Pues, como siempre. Dispuesto a departir un ratito con usted sobre algún aspecto de nuestra querida zarzuela.

Seb.
Estupendo, porque me gustaría tocar el tema de los géneros.

Hil.
¿Y eso?

Seb.
Verá usted. El otro día escuché cierta opinión a propósito de Curro Vargas.

Hil.
Importante obra, sí señor.

Seb.
Además de otros detalles, en cierto momento la cosa se planteó sobre si era ópera o zarzuela. Se dijo que, como tiene diálogos hablados – además en verso –, era zarzuela, pero como es obra trágica, densa, larga, compleja y difícil para los cantantes, mejor le cuadraba lo de ópera.

Hil.
¿Y cómo se resolvió el dilema?


Seb.
Pues en tablas. Se dijo que era un “drama lírico”, como lo definieron sus autores, y hubo quien sentenció que Curro Vargas era … Curro Vargas, pero …

Hil.
Pero ná. Mire usted, Don Sebastián. A este tema le ha dedicado mi modesta persona algunas horas, incluso noches en vela. Hasta pudiera decirse que me ha robado el descanso y la tranquilidad.

Seb.
¿Tan seria es la cosa?

Hil.
¡Hombre, le diré! Es algo importantísimo, casi, casi, de trascendencia nacional. Para que se haga usted una idea, algo así como el vino de Asunción, que ni es blanco, ni es tinto … Es decir, en otros vocablos muy zarzueleros: ni chicha, ni limoná.

Seb.
Me deja usted perplejo. ¿Entonces? ¿Quiere usted decir …?

Hil.
Que es una discusión bizantina; es como discutir sobre el sexo de los ángeles, o si un político de izquierdas es más perjudicial que uno de derechas.

Seb.
Vamos, que a usted, en realidad, no le parece relevante.

Hil.
Exacto. Verá, don Sebastián. Cuando se saca este tema, que es como el astro que nos alumbra y calienta, o sea que sale todos los días, lo que subyace en el fondo de la intencionalidad de los contertulios o discutientes, es el intento subrepticio o malicioso, de concluir que la ópera es mejor que la zarzuela. Y, por lo tanto, a esa obra a la que se refería usted sería mejor llamarla lo primero que lo segundo.

Seb.
¿Usted cree…?

Hil.
A piés juntillas. Alguien ha sembrado en los surcos más profundos del intelecto de nuestro cuerpo social, la idea de que la ópera es más que la zarzuela. Y, claro, como el agro de nuestros congéneres está predispuesto para recibir la semilla extraña, con más interés que la propia … Pues ahí lo tiene. Y, mire usted, ópera y zarzuela son magnitudes no confrontables.

Seb.
O sea, que para usted, tal comparación es un sinsentido.
 
Hil.
No ha lugar, como dicen los jurídicos. Siga usted conmigo el razonamiento empírico que voy a proponerle: imaginemos, por un momento, que tal ópera es mejor que tal zarzuela. ¿Estamos?

Seb.
Situados y atentos.

Hil.
¿Añade algo a la susodicha ópera tal preponderancia? ¿Va a bajar la sufrida zarzuela, algún peldaño en el escalafón de la consideración estética del respetable?

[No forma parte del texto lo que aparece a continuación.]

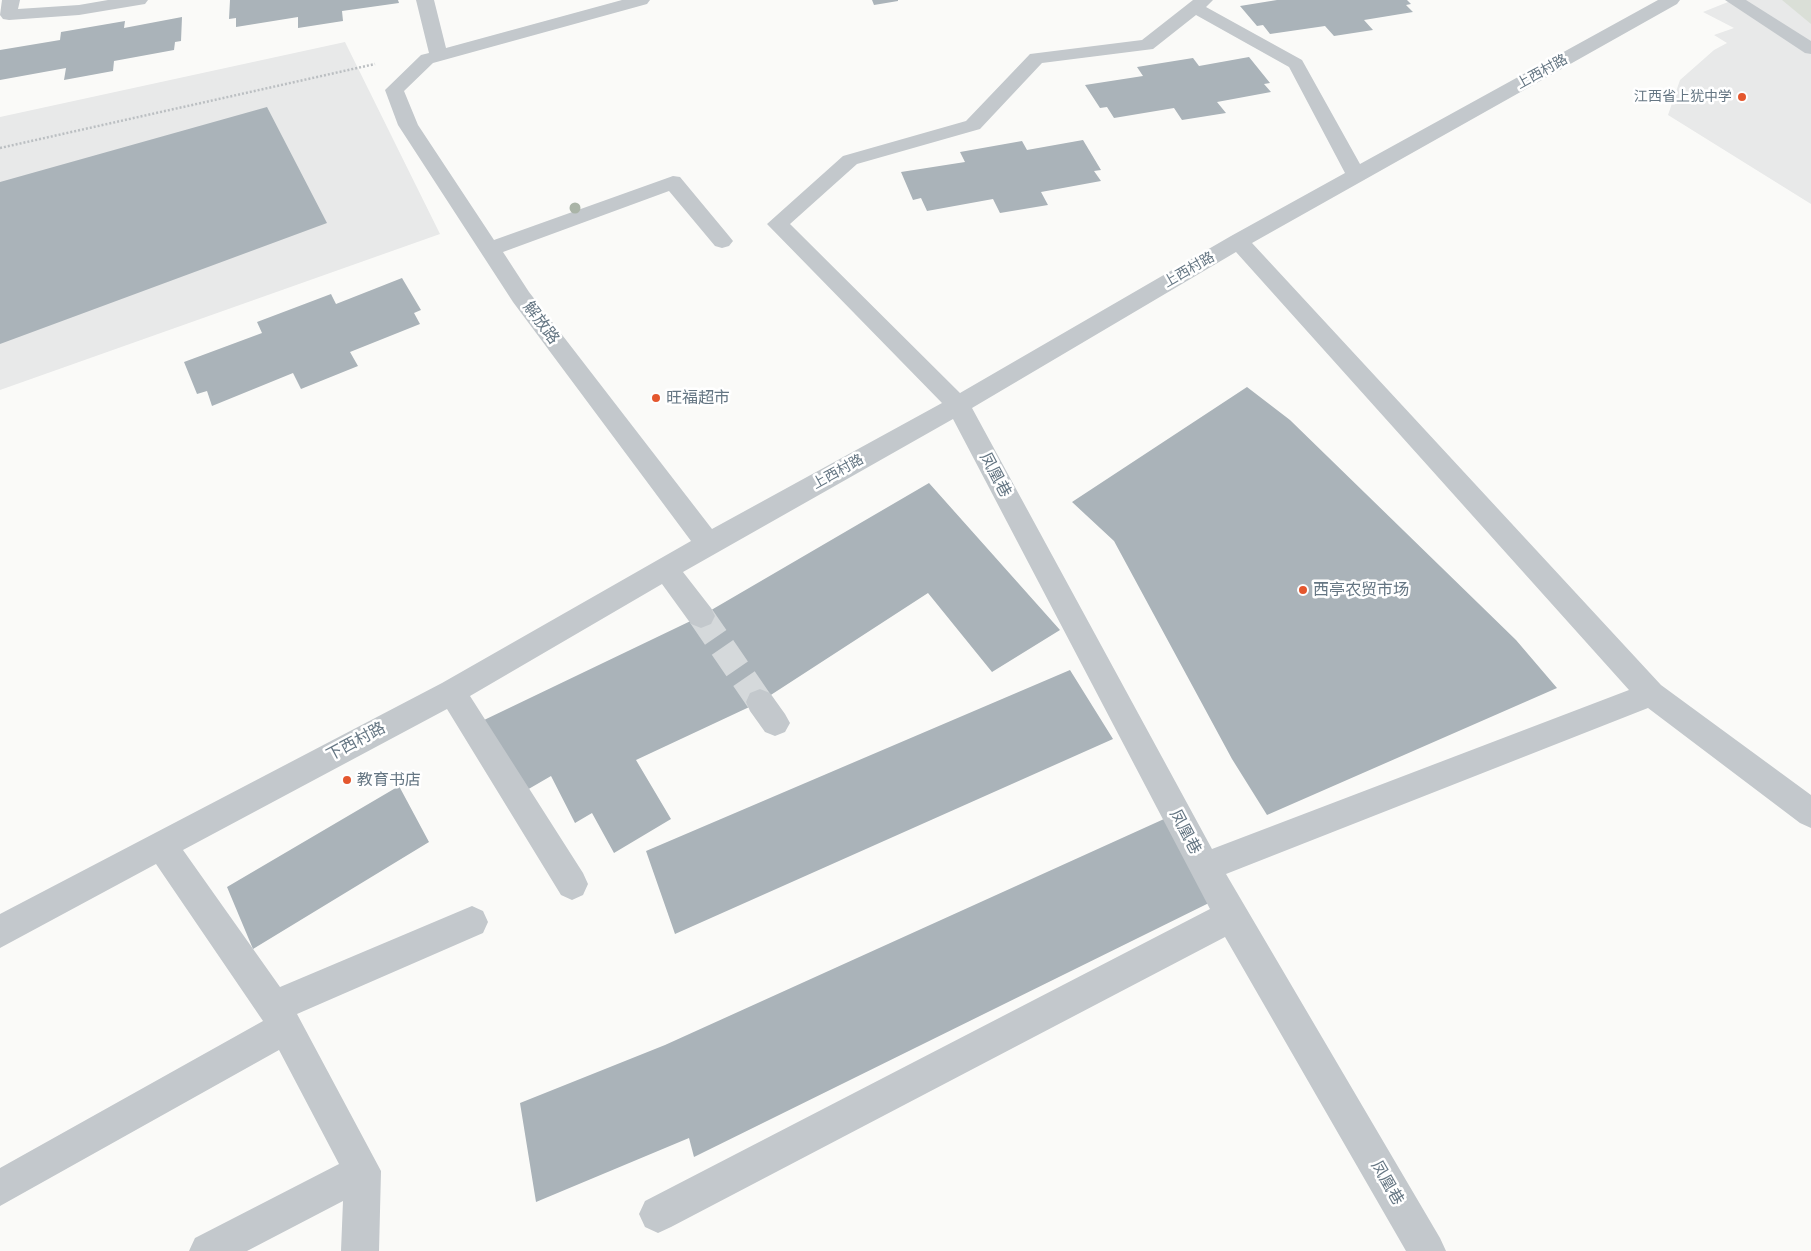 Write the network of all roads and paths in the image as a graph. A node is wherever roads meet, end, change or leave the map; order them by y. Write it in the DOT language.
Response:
graph roads {
  1 [pos="11,0"];
  2 [pos="139,0"];
  3 [pos="425,0"];
  4 [pos="641,0"];
  5 [pos="1671,0"];
  6 [pos="1734,0"];
  7 [pos="1200,4"];
  8 [pos="1811,49"];
  9 [pos="439,56"];
  10 [pos="376,64"];
  11 [pos="0,148"];
  12 [pos="1356,176"];
  13 [pos="722,240"];
  14 [pos="1238,242"];
  15 [pos="490,250"];
  16 [pos="958,405"];
  17 [pos="708,544"];
  18 [pos="665,568"];
  19 [pos="701,616"];
  20 [pos="452,692"];
  21 [pos="1651,694"];
  22 [pos="1811,814"];
  23 [pos="160,845"];
  24 [pos="1204,867"];
  25 [pos="572,884"];
  26 [pos="1231,916"];
  27 [pos="472,922"];
  28 [pos="0,932"];
  29 [pos="279,1017"];
  30 [pos="363,1171"];
  31 [pos="0,1188"];
  32 [pos="658,1214"];
  33 [pos="208,1251"];
  34 [pos="360,1251"];
  35 [pos="1426,1251"];
  1 -- 2 [label="street"];
  3 -- 9 [label="street"];
  4 -- 9 [label="street"];
  5 -- 12 [label="street, 上西村路"];
  6 -- 8 [label="street"];
  7 -- 12 [label="street"];
  7 -- 16 [label="street, 凤凰巷"];
  9 -- 15 [label="street, 解放路"];
  10 -- 11 [label="path"];
  12 -- 14 [label="street, 上西村路"];
  13 -- 15 [label="street"];
  14 -- 16 [label="street, 上西村路"];
  14 -- 21 [label="street"];
  15 -- 17 [label="street, 解放路"];
  16 -- 17 [label="street, 上西村路"];
  16 -- 24 [label="street, 凤凰巷"];
  17 -- 18 [label="street, 下西村路"];
  18 -- 19 [label="street"];
  18 -- 20 [label="street, 下西村路"];
  20 -- 23 [label="street, 下西村路"];
  20 -- 25 [label="street"];
  21 -- 22 [label="street"];
  21 -- 24 [label="street"];
  23 -- 28 [label="street, 下西村路"];
  23 -- 29 [label="street"];
  24 -- 26 [label="street, 凤凰巷"];
  26 -- 32 [label="street"];
  26 -- 35 [label="street, 凤凰巷"];
  27 -- 29 [label="street"];
  29 -- 30 [label="street"];
  29 -- 31 [label="street"];
  30 -- 33 [label="street"];
  30 -- 34 [label="street"];
} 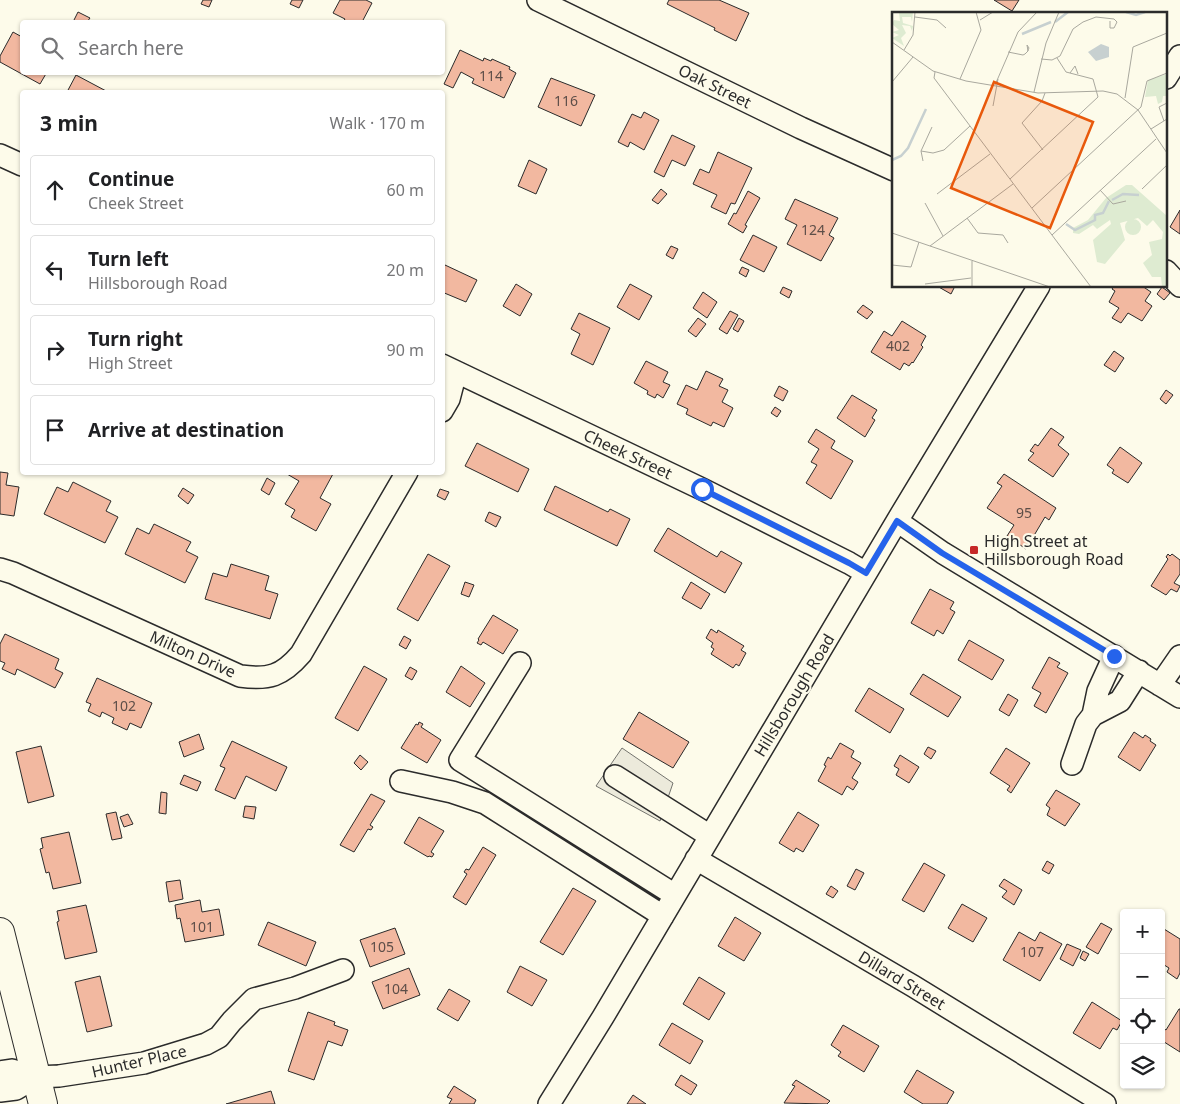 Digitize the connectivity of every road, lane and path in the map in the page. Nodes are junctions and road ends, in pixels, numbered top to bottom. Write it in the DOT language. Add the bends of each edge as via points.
graph roads {
  1 [pos="538,0"];
  2 [pos="1180,56"];
  3 [pos="1168,75"];
  4 [pos="0,155"];
  5 [pos="20,164"];
  6 [pos="892,169"];
  7 [pos="1168,273"];
  8 [pos="1180,286"];
  9 [pos="1038,288"];
  10 [pos="450,369"];
  11 [pos="445,406"];
  12 [pos="405,475"];
  13 [pos="897,521"];
  14 [pos="0,569"];
  15 [pos="866,573"];
  16 [pos="1114,656"];
  17 [pos="1180,656"];
  18 [pos="520,663"];
  19 [pos="1139,671"];
  20 [pos="1160,685"];
  21 [pos="1180,697"];
  22 [pos="1093,715"];
  23 [pos="1072,764"];
  24 [pos="614,776"];
  25 [pos="402,782"];
  26 [pos="710,836"];
  27 [pos="696,859"];
  28 [pos="675,895"];
  29 [pos="663,916"];
  30 [pos="0,932"];
  31 [pos="344,970"];
  32 [pos="0,1072"];
  33 [pos="36,1077"];
  34 [pos="0,1091"];
  35 [pos="43,1104"];
  36 [pos="549,1104"];
  37 [pos="1105,1104"];
  1 -- 6 [label="street, Oak Street"];
  2 -- 3 [label="street"];
  4 -- 5 [label="street"];
  7 -- 8 [label="street"];
  9 -- 13 [label="street, Hillsborough Road"];
  10 -- 11 [label="street" via="449,399"];
  10 -- 15 [label="street, Cheek Street" via="702,489"];
  12 -- 14 [label="street, Milton Drive" via="302,654 291,666 274,675 259,678 240,676"];
  13 -- 15 [label="street, Hillsborough Road"];
  13 -- 16 [label="street" via="942,553"];
  15 -- 26 [label="street, Hillsborough Road"];
  16 -- 19 [label="street"];
  16 -- 22 [label="street" via="1098,691"];
  17 -- 20 [label="street"];
  18 -- 28 [label="street" via="460,760"];
  19 -- 20 [label="street"];
  19 -- 22 [label="street" via="1120,701"];
  20 -- 21 [label="street"];
  22 -- 23 [label="street" via="1086,724"];
  24 -- 26 [label="street"];
  25 -- 29 [label="street" via="452,792 485,803"];
  26 -- 27 [label="street, Hillsborough Road"];
  27 -- 28 [label="street, Hillsborough Road"];
  27 -- 37 [label="street, Dillard Street" via="913,986"];
  28 -- 29 [label="street, Hillsborough Road"];
  29 -- 36 [label="street, Hillsborough Road"];
  30 -- 33 [label="main road"];
  31 -- 33 [label="street, Hunter Place" via="254,999 220,1037 206,1044 144,1063"];
  32 -- 33 [label="street" via="12,1070"];
  33 -- 34 [label="street" via="16,1089"];
  33 -- 35 [label="main road"];
}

Si extrapolamos comparaciones como ésta a la metafísica consuetudinaria, podemos llegar a plantearnos la siguiente pregunta existencial: ¿qué es mejor: una morena o una rubia?

Seb.
Hombre, sobre esto último, no se me ocurre arbitrio alguno.

Hil.
¿Y si por buscarle tres puntos de apoyo al felino, introdujera en la ecuación a las pelirrojas?

Mire usted, amigo mío, esto de los géneros es como la vida misma: cada uno es hijo de su padre y de su madre, pero todos, vástagos del Padre Eterno.

Seb.
Pero, hay diferencias, ¿no es así?

Hil.
¡Claro que las hay! ¡Y grandes!

Lo más destacado es que en la zarzuela, además de cantar, hay que hablar –mejor dicho, declamar –. Y hasta recitar, que es otra cosa. En la ópera no.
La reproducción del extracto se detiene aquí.